■ TASK REQUIREMENTS ■
From the entries, copy every line that carries the string "roads".

■ EXTRACTED ENTRIES ■
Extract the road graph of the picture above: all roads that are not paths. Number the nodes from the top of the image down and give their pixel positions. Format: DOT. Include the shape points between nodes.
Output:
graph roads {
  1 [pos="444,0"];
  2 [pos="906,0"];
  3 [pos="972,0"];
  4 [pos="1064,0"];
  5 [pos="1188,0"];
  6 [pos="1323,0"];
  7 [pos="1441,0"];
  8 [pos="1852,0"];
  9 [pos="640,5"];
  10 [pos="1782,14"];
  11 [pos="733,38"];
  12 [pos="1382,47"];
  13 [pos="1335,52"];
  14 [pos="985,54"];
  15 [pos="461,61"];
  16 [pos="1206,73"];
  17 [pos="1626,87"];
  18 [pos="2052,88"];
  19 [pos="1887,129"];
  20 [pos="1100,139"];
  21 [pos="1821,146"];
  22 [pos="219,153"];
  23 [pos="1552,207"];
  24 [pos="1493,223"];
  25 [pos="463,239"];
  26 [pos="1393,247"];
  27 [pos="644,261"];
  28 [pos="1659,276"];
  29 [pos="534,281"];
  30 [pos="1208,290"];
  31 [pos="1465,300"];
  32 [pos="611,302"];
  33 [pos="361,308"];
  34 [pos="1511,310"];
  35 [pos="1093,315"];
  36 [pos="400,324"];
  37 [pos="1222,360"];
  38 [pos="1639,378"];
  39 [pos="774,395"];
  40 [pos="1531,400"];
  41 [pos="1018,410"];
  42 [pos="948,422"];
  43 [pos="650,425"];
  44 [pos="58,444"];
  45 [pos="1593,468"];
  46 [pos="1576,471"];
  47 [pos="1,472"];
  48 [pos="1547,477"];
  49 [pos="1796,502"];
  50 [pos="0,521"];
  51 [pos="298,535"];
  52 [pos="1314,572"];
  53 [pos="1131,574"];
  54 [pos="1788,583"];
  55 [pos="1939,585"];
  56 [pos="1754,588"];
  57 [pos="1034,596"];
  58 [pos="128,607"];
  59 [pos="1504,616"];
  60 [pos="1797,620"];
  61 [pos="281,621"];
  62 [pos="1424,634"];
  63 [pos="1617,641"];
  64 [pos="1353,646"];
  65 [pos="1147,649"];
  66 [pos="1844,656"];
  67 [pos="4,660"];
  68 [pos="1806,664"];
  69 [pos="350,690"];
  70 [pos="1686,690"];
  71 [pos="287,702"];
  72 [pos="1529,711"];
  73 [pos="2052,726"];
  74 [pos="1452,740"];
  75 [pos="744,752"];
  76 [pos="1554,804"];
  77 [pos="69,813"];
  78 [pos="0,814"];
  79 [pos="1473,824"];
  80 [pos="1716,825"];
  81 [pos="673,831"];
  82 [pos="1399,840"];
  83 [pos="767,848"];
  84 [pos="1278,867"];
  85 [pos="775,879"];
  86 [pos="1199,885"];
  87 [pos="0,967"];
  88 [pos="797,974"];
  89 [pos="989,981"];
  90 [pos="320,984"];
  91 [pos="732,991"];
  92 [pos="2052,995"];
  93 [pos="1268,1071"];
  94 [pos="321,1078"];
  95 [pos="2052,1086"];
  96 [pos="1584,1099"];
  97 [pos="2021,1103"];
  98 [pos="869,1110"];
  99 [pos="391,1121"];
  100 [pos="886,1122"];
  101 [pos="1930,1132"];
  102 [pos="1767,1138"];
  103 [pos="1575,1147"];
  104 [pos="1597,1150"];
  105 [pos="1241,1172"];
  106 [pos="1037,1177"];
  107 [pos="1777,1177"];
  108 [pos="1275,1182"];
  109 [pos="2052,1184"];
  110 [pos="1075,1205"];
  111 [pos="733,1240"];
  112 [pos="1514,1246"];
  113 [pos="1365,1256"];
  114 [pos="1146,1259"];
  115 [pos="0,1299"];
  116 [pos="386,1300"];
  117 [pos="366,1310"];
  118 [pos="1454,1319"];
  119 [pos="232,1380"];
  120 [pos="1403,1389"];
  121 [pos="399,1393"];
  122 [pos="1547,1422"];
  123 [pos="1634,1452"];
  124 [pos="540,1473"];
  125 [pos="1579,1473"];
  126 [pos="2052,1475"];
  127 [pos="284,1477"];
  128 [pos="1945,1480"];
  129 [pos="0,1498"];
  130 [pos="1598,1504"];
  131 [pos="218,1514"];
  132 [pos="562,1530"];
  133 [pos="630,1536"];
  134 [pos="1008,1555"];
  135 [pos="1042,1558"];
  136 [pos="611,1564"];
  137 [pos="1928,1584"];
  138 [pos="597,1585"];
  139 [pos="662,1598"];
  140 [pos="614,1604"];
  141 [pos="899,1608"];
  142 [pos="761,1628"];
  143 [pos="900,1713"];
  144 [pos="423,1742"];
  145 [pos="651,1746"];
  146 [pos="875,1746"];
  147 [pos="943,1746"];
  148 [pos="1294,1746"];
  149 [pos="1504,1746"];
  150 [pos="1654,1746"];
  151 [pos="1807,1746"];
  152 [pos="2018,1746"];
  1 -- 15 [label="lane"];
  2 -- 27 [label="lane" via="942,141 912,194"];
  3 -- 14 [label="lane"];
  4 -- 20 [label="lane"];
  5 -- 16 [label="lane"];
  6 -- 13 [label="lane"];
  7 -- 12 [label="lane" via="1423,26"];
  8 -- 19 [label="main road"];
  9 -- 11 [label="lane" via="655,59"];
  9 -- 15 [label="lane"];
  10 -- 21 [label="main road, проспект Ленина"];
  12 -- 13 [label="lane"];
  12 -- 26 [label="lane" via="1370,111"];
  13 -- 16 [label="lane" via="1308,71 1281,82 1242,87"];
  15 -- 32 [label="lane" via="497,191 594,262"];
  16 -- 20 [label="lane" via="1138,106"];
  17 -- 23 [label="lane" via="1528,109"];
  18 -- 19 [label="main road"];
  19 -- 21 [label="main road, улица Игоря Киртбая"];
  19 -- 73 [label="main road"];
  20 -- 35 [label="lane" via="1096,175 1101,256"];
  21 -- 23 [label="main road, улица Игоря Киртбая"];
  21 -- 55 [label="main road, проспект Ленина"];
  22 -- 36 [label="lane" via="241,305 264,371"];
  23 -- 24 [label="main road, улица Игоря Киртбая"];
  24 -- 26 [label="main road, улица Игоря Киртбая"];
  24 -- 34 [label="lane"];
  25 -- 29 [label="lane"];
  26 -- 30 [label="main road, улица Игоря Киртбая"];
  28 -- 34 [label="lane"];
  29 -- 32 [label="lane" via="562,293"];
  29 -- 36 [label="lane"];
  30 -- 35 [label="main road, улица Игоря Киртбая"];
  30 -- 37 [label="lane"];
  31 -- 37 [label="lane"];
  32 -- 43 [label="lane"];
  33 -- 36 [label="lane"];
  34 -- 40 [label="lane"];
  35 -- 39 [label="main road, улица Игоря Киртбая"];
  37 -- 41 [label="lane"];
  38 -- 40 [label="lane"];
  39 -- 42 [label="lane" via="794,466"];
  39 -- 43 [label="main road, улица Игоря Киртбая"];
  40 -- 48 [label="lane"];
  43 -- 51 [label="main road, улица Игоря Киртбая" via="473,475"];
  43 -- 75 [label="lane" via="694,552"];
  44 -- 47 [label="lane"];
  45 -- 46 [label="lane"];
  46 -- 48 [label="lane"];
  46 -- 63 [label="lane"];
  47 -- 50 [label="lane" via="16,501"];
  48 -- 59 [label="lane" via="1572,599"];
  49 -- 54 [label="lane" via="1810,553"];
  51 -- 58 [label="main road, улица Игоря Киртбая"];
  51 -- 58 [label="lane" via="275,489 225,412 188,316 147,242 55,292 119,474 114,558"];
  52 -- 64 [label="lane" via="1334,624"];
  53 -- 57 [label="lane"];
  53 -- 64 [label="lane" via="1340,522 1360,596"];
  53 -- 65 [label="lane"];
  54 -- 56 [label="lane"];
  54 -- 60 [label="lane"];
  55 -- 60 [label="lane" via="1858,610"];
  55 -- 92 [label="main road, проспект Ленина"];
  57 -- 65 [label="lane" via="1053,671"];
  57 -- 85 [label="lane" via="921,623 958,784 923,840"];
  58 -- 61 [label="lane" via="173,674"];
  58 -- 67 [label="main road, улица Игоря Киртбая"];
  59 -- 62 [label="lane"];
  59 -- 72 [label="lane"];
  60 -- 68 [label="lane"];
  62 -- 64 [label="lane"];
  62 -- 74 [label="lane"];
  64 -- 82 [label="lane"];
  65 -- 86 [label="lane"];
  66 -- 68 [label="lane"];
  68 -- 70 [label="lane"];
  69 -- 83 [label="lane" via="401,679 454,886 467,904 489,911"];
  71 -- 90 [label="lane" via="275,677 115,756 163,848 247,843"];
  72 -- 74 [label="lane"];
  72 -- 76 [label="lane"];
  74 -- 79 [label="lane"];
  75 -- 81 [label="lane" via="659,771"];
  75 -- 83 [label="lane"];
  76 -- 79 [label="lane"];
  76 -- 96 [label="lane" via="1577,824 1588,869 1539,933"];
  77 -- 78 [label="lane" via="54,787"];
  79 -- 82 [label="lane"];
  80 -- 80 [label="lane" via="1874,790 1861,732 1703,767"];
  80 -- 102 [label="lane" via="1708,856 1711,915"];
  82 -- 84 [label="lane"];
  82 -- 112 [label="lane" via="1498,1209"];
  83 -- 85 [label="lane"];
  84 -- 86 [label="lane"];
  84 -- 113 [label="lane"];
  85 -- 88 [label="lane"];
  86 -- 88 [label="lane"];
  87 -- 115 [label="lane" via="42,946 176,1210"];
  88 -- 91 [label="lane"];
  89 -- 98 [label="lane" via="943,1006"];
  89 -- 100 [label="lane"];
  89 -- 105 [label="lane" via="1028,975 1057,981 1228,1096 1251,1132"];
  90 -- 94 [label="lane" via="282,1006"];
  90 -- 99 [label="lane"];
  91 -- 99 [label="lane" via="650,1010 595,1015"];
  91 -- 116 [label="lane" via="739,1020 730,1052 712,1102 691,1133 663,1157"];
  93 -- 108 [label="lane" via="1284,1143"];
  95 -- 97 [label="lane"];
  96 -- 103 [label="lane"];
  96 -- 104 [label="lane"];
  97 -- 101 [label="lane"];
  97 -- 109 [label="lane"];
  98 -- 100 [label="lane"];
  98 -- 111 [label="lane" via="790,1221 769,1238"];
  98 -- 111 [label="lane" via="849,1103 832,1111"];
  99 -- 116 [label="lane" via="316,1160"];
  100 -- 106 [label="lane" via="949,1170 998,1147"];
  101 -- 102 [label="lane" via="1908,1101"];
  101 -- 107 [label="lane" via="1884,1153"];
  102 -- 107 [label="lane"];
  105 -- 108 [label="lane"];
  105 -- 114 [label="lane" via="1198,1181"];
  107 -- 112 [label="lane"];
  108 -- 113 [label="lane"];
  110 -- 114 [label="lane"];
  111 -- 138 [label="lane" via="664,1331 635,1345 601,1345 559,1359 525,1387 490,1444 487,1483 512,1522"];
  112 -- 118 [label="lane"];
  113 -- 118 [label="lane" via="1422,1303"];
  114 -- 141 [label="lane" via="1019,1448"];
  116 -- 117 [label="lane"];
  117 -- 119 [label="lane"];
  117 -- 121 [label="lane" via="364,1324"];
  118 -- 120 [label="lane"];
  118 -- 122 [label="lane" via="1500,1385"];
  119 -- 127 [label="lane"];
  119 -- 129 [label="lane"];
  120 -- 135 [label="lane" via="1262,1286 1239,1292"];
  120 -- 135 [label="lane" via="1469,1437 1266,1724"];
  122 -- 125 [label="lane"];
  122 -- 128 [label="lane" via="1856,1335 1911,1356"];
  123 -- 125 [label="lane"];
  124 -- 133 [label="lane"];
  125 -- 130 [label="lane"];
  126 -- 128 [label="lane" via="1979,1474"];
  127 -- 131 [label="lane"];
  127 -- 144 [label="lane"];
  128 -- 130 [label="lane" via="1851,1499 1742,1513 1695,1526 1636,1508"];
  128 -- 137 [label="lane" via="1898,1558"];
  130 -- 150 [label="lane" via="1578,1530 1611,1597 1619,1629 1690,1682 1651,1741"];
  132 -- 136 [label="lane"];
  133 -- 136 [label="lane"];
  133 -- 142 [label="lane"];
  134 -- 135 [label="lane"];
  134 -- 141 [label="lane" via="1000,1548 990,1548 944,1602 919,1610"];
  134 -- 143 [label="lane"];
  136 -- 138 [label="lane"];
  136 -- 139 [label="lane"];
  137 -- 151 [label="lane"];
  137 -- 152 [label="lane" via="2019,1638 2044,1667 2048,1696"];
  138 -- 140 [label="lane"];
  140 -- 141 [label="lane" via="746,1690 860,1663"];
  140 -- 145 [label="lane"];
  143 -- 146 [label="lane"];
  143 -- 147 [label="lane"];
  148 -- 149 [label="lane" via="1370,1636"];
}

■ EXERCISE OUTPUT ■
Extract the road graph of the picture above: all roads that are not paths. Number the nodes from the top of the image down and give their pixel positions. Format: DOT. Include the shape points between nodes.
graph roads {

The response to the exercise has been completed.